The saga of Dan Plesch’s struggle to access the records that inform his 2018 book, Human Rights After Hitler, is nearly as dramatic and compelling as the story he tells of the United Nations War Crimes Commission (UNWCC). For over a half century after they were created, the copious records of the Commission lay virtually untouched by researchers. Those who wished to access them needed to obtain permission from both the United Nations (UN) secretary general and their own national government before they were allowed even restricted access. Plesch describes a research trip in which he was not allowed to take notes or to dictate to assistants, and was only able to record his recollections of the documents later, from a coffee shop down the street. Thanks to his persistent efforts, the records of the Commission were made available to the public by Ambassador Samantha Power in 2014. Plesch draws out narrative threads from these eight thousand cases that are equal parts exciting in their forward-thinking jurisprudence and frustrating in their decades-long absence from the legal and historical record.

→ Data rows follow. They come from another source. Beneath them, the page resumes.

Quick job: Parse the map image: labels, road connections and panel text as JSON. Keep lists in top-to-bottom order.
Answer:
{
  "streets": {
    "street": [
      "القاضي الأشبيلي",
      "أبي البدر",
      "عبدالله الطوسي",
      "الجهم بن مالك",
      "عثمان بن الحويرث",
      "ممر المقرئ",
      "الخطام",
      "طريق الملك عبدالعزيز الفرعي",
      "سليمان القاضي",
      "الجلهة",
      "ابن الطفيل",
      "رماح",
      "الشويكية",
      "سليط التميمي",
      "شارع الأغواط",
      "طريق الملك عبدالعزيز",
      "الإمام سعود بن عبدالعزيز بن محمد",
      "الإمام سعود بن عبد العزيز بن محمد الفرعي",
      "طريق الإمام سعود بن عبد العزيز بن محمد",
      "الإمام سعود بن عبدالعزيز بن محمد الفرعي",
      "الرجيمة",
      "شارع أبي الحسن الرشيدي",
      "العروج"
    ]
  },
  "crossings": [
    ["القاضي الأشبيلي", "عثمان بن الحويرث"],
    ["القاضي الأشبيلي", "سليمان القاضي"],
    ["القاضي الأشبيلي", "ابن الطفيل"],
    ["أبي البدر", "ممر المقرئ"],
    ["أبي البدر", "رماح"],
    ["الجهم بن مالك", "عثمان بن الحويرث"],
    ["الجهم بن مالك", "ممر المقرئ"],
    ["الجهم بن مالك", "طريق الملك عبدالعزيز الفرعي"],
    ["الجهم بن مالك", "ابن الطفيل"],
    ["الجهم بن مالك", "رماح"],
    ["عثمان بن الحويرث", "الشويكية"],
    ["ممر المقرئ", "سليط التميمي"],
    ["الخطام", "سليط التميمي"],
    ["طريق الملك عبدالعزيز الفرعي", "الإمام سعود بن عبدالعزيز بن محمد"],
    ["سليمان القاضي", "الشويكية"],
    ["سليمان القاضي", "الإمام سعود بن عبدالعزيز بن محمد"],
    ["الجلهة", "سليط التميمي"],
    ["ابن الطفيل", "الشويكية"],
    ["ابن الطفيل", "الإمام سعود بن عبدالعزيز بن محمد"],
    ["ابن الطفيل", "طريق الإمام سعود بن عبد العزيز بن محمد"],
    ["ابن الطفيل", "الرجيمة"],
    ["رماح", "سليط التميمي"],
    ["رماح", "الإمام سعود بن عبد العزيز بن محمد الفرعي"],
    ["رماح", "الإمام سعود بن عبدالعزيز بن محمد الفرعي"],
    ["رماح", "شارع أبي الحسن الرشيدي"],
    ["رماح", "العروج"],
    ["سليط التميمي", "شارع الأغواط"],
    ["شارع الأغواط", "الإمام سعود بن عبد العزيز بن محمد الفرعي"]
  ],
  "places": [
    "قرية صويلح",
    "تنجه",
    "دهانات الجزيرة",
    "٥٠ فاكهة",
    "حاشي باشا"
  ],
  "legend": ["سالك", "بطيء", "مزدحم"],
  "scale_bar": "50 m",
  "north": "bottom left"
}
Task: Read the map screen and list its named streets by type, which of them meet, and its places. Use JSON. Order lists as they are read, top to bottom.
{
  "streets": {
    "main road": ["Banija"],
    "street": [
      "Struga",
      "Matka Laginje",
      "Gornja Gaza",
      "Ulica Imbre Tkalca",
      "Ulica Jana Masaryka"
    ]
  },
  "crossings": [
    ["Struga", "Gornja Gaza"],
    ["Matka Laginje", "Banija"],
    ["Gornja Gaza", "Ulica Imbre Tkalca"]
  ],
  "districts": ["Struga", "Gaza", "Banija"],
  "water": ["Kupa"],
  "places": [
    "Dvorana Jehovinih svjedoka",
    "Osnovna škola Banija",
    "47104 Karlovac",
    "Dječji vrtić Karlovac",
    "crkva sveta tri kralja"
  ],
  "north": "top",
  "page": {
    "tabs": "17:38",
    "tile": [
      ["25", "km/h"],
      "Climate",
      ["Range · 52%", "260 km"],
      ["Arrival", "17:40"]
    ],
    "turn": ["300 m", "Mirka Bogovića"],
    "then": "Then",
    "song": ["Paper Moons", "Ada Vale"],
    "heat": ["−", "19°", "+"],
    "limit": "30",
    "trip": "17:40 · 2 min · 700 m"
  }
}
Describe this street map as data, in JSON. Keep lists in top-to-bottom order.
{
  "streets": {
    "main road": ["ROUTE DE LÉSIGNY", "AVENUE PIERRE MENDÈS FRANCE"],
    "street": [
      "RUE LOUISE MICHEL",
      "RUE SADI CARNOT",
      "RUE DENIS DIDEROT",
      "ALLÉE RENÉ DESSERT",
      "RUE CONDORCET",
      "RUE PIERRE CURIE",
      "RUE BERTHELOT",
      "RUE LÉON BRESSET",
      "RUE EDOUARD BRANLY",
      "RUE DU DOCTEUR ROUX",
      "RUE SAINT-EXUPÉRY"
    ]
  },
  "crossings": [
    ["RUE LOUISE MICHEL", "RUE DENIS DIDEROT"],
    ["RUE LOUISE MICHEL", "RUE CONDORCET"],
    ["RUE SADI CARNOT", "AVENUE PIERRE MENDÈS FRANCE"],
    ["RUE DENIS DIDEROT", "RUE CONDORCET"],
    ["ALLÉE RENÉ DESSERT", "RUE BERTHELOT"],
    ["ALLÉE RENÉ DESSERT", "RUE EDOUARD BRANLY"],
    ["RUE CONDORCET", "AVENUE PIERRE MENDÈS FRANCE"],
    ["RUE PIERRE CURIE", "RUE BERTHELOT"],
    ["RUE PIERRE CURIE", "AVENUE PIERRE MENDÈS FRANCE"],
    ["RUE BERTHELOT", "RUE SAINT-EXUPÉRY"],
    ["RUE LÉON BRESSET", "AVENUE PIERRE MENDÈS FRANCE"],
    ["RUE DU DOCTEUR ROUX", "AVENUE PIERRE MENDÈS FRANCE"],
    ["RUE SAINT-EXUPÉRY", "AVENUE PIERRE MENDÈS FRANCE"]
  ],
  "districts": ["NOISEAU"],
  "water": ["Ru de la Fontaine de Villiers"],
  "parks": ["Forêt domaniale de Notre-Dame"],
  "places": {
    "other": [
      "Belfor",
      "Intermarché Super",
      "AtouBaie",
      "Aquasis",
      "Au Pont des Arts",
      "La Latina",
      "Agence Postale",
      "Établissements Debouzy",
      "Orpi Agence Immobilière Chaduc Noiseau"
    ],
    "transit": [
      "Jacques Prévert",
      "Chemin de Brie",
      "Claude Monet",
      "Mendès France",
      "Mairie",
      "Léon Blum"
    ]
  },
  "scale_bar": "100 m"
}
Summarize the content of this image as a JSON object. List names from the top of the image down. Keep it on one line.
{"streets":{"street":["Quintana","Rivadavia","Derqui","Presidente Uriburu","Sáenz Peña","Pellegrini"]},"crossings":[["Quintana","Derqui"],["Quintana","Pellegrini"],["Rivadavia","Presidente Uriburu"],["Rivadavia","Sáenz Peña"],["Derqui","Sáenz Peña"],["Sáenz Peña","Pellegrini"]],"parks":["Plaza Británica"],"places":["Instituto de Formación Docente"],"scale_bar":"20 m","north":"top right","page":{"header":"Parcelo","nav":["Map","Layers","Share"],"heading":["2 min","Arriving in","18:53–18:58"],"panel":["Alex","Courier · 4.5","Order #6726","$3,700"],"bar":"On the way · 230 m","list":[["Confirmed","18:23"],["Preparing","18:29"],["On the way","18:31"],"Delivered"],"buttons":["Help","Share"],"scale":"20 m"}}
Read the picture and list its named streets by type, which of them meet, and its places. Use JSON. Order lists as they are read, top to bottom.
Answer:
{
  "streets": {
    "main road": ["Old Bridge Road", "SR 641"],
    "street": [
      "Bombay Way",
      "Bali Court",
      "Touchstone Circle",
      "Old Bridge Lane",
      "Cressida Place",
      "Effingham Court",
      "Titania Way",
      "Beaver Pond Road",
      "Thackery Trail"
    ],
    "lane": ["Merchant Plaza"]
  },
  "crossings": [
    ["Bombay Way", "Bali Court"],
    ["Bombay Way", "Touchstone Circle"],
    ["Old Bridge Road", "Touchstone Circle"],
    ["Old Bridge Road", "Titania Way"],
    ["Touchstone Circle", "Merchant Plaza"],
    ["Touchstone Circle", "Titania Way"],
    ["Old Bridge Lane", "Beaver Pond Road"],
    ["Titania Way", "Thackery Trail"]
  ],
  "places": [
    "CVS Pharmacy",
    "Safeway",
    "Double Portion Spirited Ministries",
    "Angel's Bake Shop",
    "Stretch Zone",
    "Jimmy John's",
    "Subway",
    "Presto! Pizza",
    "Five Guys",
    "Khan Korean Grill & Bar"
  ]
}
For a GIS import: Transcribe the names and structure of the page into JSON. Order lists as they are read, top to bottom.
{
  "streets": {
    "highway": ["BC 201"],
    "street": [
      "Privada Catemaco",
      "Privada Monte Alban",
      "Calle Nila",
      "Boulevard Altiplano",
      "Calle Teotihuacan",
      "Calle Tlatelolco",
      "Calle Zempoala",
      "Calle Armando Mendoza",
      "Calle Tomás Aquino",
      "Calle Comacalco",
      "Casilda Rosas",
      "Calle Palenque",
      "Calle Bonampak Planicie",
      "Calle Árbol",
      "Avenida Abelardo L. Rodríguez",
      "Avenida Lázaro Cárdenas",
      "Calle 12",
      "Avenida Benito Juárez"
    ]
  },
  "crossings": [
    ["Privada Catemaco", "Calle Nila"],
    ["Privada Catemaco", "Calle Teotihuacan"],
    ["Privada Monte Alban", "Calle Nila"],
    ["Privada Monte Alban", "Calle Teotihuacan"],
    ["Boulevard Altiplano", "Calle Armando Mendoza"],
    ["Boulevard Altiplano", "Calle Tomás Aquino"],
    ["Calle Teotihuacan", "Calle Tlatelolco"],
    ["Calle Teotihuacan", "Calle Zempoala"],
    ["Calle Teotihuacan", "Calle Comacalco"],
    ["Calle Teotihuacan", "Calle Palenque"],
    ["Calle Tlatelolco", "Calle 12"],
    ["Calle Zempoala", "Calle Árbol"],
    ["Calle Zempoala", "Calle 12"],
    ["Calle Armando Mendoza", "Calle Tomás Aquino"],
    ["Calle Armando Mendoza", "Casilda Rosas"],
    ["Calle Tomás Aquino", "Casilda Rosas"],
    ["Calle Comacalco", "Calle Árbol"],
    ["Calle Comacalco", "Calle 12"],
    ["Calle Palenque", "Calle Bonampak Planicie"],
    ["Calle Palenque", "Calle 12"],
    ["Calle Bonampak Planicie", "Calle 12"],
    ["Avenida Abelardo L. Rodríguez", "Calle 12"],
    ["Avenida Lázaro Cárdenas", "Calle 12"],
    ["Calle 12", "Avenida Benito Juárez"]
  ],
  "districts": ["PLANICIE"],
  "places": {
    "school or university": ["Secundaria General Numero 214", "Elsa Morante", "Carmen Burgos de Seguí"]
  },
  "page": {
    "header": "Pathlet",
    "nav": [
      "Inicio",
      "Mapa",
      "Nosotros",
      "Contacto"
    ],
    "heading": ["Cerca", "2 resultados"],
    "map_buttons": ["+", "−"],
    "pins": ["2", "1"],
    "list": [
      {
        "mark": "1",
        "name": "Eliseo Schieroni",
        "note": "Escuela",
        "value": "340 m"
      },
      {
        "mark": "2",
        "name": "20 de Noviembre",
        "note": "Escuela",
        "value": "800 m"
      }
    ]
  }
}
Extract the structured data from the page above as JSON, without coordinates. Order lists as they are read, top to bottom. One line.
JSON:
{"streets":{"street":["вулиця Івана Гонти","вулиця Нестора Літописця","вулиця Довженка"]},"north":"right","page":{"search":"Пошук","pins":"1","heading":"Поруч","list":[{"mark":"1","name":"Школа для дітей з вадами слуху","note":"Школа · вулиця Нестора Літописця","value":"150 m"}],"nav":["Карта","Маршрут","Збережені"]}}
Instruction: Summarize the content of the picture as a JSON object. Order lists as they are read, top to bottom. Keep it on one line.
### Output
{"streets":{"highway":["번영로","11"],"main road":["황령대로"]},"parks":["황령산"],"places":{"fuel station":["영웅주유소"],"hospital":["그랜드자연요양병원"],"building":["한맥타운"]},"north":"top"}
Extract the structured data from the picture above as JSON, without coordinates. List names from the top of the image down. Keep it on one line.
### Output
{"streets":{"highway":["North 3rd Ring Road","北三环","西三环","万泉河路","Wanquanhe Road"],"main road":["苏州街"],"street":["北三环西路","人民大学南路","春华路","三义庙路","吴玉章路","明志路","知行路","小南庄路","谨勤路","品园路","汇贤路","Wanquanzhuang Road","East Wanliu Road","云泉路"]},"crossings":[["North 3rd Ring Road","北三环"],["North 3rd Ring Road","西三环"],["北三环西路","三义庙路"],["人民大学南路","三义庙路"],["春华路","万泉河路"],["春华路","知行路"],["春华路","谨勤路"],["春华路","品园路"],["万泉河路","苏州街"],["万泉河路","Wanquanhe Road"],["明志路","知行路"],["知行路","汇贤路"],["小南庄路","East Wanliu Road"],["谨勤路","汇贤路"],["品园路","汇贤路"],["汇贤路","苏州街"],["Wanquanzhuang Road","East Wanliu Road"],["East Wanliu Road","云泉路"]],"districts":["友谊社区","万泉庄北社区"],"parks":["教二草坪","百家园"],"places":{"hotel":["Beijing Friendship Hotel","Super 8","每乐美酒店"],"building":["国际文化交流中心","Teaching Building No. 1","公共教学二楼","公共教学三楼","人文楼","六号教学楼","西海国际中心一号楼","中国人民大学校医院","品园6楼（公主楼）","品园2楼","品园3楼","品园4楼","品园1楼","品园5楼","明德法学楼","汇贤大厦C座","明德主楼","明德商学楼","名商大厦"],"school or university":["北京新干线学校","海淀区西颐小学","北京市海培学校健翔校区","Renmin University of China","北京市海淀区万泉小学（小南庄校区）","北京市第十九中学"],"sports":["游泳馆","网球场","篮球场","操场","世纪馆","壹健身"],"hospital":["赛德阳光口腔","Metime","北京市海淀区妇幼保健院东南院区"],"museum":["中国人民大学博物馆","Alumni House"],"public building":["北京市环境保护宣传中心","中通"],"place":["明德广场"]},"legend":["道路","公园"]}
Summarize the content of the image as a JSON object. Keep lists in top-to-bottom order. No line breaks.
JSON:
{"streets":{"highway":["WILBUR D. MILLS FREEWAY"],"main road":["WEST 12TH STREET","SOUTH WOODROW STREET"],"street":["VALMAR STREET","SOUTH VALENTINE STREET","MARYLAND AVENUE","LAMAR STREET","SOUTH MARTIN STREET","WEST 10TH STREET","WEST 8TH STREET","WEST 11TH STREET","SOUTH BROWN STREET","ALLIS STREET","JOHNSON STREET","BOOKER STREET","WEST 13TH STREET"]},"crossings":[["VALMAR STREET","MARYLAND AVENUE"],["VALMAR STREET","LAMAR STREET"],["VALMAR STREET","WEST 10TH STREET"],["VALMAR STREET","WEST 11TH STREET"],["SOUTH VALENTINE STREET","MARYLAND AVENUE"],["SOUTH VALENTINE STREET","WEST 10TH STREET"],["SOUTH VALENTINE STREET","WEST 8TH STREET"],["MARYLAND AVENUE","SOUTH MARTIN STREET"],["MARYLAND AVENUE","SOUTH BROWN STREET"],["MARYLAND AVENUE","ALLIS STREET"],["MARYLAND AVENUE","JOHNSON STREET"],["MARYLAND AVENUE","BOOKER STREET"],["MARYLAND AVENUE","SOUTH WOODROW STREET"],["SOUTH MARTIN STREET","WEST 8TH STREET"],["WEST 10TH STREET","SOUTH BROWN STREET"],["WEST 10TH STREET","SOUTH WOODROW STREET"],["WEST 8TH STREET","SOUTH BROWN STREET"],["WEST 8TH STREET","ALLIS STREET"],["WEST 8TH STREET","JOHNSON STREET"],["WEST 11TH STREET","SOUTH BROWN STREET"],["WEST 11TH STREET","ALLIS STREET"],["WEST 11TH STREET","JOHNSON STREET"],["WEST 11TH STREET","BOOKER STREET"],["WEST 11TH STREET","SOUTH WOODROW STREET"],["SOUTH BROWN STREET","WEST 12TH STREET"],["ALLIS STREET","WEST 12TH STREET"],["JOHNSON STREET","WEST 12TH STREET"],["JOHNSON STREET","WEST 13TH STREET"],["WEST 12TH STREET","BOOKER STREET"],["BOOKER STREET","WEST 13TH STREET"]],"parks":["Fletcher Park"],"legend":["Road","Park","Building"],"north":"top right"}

The UNWCC was created in 1942, in the midst of World War II, through an agreement between seventeen of the Allied nations; it represented the first multinational agreement that sought a means to deal with international war crimes. Although it has been overshadowed by the more public and dramatic Nuremberg trials in most discussions of post-war international justice, the UNWCC did crucially important work to define and apply international law, ultimately charging over thirty-six thousand individuals with war crimes over its short existence. Human Rights After Hitler reconstructs the complex web of actors and organizations working alongside local courts to devise charges, gather evidence, and prosecute war criminals, both during and after the war. The UNWCC, Plesch argues, laid the groundwork that should inform our modern system of international law, pioneering “international criminal justice practices concerning sexual violence, head of state immunity, conspiracy, and many other issues of relevance in the twenty-first century” (1).
Plesch seeks to highlight the precedents that could have been useful in more recent war crimes trials, and offers suggestions for how the lost history of the UNWCC might be assimilated into current international law. The book combines strands of history with discussions of the modern-day prosecution of human rights violations. At times, the strands diverge widely, making certain chapters much more interesting for the legal theorist or human rights activist than for the historian, and spreading historical arguments haphazardly throughout the chapters. Nonetheless, Plesch provides several key interventions in Holocaust history, offering clear evidence that both the United States and the United Kingdom were aware of the Nazi genocide, its location, and its methods by the middle of the war.
However, Plesch’s greatest contribution may well be to the much-debated history of 20th-century human rights. The UNWCC archive allows him to focus the story of the modern human rights movement around the popular effort to define, record, and prosecute war crimes in every theater of World War II. He takes earlier historians to task for dismissing UN human rights efforts as one-sided or stillborn (199), and ultimately makes it difficult to dismiss the immediate postwar attempts to establish real, effective human rights norms. Continuing the work of historians who seek to decenter the West in the narrative of the creation of human rights norms, Plesch highlights the contributions of Chinese, Ethiopian, and Indian representatives and jurists.
As a counterpoint to discussions of torture, rape, and mass murder, Plesch points out the successes of governments in exile and civilian resisters in gathering and preserving evidence (97). These descriptions turn the story of the UN War Crimes Commission into a strangely hopeful reminder of just how much humans can endure without giving up on the possibility of survival, renewal, and justice. He notes that the story of the UNWCC should remind us that the Allies had the objective of “pursuing justice as well as victory” (3) from the war’s mid-point. His focus on examples that he has uncovered of the Commission’s possible lessons and legal precedents within the newly-opened archive provide a foundation for reinvigorating this pursuit in the modern day, when it is sorely needed once again.
Despite the optimism with which Plesch portrays the UNWCC’s advances, the book’s narrative becomes one of lost possibilities; the story of the UNWCC and its abrupt disintegration reveal the ways that Western politicians deliberately smothered a potentially viable system. While Plesch notes the damage caused by the State Department’s obstructionist tactics, he ultimately blames President Truman and Congressional anti-Communists for prioritizing anti-Communism over denazification. Rather than continuing the work of the Commission and seeking justice for all victims of the war, the US worked to shut down the UNWCC before its work was complete, and ultimately to bury the records of the proceedings, including German crimes and American wartime knowledge thereof, so deeply that the true story of the Commission could only come to light with significant effort some seventy years later.
If for only for this reason, it is hard to overstate the value of Plesch’s work to open the UNWCC, which will no doubt be a boon to historians and jurists alike. These records will drive future inquiries into the history of human rights, post-war European reconstruction, and the development of international law. Human Rights After Hitler represents a mere opening volley in the project to rethink the past and future of international war crime law, offering new precedents and a valuable model of international cooperation.
Rachel Feinmark is a historian of 20th century US labor, religion, and human rights.